Kinetic Modeling of β-Chloroprene Metabolism: I. In vitro Rates in Liver and Lung Tissue Fractions from Mice, Rats, Hamsters, and Humans

Beta-chloroprene (2-chloro-1,3-butadiene, CD) is carcinogenic by inhalation exposure to B6C3F1 mice and Fischer F344 rats but not to Wistar rats or Syrian hamsters. The initial step in metabolism is oxidation, forming a stable epoxide (1-chloroethenyl)oxirane (1-CEO), a genotoxicant that might be involved in rodent tumorigenicity. This study investigated the species-dependent in vitro kinetics of CD oxidation and subsequent 1-CEO metabolism by microsomal epoxide hydrolase and cytosolic glutathione S-transferases in liver and lung, tissues that are prone to tumor induction. Estimates for Vmax and Km for cytochrome P450-dependent oxidation of CD in liver microsomes ranged from 0.068 to 0.29 micromol/h/mg protein and 0.53 to 1.33 microM, respectively. Oxidation (Vmax/Km) of CD in liver was slightly faster in the mouse and hamster than in rats or humans. In lung microsomes, Vmax/Km was much greater for mice compared with the other species. The Vmax and Km estimates for microsomal epoxide hydrolase activity toward 1-CEO ranged from 0.11 to 3.66 micromol/h/mg protein and 20.9 to 187.6 microM, respectively, across tissues and species.

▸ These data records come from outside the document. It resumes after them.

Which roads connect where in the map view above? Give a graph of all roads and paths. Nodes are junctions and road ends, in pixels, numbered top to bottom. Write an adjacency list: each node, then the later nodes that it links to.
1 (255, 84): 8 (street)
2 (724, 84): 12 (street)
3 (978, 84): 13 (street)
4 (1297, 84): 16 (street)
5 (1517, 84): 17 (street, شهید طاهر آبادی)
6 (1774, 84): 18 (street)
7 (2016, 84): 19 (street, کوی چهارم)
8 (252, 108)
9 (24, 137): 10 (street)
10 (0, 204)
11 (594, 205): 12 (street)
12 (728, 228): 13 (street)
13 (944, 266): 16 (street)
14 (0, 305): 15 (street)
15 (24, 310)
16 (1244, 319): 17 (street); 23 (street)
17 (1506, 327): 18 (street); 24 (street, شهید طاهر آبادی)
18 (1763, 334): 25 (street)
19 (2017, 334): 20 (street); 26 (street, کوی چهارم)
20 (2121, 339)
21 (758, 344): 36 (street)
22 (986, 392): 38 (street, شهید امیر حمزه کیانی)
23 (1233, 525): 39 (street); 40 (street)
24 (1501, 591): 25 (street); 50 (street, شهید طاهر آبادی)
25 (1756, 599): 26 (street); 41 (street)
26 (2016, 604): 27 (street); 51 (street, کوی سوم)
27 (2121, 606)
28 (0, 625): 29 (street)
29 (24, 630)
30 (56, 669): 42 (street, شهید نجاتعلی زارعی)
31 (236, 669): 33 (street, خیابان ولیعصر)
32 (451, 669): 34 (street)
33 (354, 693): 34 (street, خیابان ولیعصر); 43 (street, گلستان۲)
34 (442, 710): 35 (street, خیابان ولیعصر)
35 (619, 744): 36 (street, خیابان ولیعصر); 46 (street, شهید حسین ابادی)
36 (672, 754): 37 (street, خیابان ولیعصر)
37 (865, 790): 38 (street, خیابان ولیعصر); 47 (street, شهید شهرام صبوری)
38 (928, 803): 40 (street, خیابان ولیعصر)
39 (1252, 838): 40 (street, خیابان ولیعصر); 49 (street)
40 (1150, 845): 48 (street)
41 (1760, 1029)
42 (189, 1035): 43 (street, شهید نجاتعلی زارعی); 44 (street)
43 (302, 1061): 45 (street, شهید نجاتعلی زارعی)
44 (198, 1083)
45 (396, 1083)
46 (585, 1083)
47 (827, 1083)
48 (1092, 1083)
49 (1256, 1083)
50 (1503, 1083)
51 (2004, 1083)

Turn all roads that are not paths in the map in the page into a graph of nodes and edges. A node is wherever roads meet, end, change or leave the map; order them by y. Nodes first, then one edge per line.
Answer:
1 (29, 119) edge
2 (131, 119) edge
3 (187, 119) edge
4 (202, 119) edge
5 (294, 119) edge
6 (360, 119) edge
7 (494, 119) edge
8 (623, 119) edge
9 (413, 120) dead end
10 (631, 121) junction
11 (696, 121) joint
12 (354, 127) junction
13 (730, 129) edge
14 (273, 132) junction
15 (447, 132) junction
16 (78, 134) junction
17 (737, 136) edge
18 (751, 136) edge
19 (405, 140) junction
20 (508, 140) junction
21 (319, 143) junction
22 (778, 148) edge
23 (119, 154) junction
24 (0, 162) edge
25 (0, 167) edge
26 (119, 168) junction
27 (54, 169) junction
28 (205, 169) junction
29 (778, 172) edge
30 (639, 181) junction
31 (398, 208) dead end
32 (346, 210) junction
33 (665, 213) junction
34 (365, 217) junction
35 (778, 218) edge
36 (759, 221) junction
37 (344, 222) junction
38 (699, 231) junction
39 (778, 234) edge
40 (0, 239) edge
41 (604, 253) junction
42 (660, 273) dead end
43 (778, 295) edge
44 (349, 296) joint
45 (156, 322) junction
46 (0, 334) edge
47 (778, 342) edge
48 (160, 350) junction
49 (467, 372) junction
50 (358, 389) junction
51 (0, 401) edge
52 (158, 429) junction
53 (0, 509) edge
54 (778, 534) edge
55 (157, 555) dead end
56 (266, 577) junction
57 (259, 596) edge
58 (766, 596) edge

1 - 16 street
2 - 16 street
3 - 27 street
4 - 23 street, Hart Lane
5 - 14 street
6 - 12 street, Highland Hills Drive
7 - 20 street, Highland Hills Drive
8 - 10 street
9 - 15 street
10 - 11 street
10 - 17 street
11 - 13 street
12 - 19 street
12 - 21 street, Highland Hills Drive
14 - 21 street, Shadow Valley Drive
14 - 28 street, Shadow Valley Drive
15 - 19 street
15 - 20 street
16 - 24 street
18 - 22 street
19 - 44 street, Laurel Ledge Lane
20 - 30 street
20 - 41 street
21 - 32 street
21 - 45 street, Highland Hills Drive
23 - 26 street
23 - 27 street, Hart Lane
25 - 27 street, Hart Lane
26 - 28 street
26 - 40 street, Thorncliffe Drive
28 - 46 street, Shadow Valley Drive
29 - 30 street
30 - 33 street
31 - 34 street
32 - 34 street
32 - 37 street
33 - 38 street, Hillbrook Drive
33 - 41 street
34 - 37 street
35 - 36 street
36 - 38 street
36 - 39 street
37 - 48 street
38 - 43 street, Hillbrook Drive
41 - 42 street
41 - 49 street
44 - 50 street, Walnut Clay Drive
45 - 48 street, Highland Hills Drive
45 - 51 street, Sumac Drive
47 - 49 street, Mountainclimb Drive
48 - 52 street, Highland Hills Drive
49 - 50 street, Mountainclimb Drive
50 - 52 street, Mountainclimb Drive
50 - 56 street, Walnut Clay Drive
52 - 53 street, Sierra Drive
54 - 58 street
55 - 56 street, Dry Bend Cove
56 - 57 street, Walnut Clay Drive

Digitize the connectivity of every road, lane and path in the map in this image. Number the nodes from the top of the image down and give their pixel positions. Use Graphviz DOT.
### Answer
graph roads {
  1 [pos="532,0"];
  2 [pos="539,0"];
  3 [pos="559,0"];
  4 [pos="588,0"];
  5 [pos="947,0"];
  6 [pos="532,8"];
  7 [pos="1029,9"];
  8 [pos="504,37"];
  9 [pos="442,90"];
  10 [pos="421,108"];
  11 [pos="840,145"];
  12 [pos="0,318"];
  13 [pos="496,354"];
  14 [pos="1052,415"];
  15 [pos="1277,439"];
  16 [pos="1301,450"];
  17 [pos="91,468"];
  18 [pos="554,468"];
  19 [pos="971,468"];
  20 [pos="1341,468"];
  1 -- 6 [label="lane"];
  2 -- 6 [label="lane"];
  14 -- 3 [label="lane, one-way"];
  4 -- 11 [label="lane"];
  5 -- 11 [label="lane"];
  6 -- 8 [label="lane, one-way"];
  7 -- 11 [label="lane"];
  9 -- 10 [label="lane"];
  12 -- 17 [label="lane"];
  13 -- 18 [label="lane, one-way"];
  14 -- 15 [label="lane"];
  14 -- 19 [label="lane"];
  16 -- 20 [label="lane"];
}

Hydrolysis (Vmax/Km) of 1-CEO in liver and lung microsomes was faster for the human and hamster than for rat or mouse. The Vmax/Km in liver was 3 to 11 times greater than in lung. 1-CEO formation from CD was measured in liver microsomes and was estimated to be 2-5% of the total CD oxidation. Glutathione S-transferase-mediated metabolism of 1-CEO in cytosolic tissue fractions was described as a pseudo-second order reaction; rates were 0.0016-0.0068/h/mg cytosolic protein in liver and 0.00056-0.0022 h/mg in lung. The observed differences in metabolism are relevant to understanding species differences in sensitivity to CD-induced liver and lung tumorigenicity.